• Assignment: Repeat the listing below exactly.

• Raw data:
==*==
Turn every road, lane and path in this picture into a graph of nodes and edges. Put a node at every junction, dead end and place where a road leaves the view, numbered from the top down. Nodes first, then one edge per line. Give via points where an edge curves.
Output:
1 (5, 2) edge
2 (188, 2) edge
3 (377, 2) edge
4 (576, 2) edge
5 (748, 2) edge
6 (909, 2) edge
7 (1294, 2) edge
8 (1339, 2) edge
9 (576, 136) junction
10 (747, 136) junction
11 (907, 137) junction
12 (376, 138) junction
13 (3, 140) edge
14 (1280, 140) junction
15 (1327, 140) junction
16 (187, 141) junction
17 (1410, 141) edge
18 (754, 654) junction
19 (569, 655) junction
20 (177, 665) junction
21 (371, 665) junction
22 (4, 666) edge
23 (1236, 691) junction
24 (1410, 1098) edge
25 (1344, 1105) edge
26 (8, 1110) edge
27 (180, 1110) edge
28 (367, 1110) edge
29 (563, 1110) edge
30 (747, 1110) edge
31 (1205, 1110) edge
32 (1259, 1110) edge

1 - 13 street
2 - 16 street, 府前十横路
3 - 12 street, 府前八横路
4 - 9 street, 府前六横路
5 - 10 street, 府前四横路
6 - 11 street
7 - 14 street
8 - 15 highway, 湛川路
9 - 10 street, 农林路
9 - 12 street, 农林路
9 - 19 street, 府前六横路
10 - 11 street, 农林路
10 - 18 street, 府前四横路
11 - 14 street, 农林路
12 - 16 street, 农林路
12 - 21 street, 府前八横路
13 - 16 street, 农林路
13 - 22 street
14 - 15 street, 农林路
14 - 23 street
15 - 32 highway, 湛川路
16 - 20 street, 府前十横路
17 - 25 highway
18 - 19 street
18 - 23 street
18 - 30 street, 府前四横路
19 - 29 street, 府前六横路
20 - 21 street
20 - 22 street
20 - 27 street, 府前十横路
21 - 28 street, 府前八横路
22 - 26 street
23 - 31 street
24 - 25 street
==*==
• Exercise result:
Turn every road, lane and path in this picture into a graph of nodes and edges. Put a node at every junction, dead end and place where a road leaves the view, numbered from the top down. Nodes first, then one edge per line. Give via points where an edge curves.
Output:
1 (5, 2) edge
2 (188, 2) edge
3 (377, 2) edge
4 (576, 2) edge
5 (748, 2) edge
6 (909, 2) edge
7 (1294, 2) edge
8 (1339, 2) edge
9 (576, 136) junction
10 (747, 136) junction
11 (907, 137) junction
12 (376, 138) junction
13 (3, 140) edge
14 (1280, 140) junction
15 (1327, 140) junction
16 (187, 141) junction
17 (1410, 141) edge
18 (754, 654) junction
19 (569, 655) junction
20 (177, 665) junction
21 (371, 665) junction
22 (4, 666) edge
23 (1236, 691) junction
24 (1410, 1098) edge
25 (1344, 1105) edge
26 (8, 1110) edge
27 (180, 1110) edge
28 (367, 1110) edge
29 (563, 1110) edge
30 (747, 1110) edge
31 (1205, 1110) edge
32 (1259, 1110) edge

1 - 13 street
2 - 16 street, 府前十横路
3 - 12 street, 府前八横路
4 - 9 street, 府前六横路
5 - 10 street, 府前四横路
6 - 11 street
7 - 14 street
8 - 15 highway, 湛川路
9 - 10 street, 农林路
9 - 12 street, 农林路
9 - 19 street, 府前六横路
10 - 11 street, 农林路
10 - 18 street, 府前四横路
11 - 14 street, 农林路
12 - 16 street, 农林路
12 - 21 street, 府前八横路
13 - 16 street, 农林路
13 - 22 street
14 - 15 street, 农林路
14 - 23 street
15 - 32 highway, 湛川路
16 - 20 street, 府前十横路
17 - 25 highway
18 - 19 street
18 - 23 street
18 - 30 street, 府前四横路
19 - 29 street, 府前六横路
20 - 21 street
20 - 22 street
20 - 27 street, 府前十横路
21 - 28 street, 府前八横路
22 - 26 street
23 - 31 street
24 - 25 street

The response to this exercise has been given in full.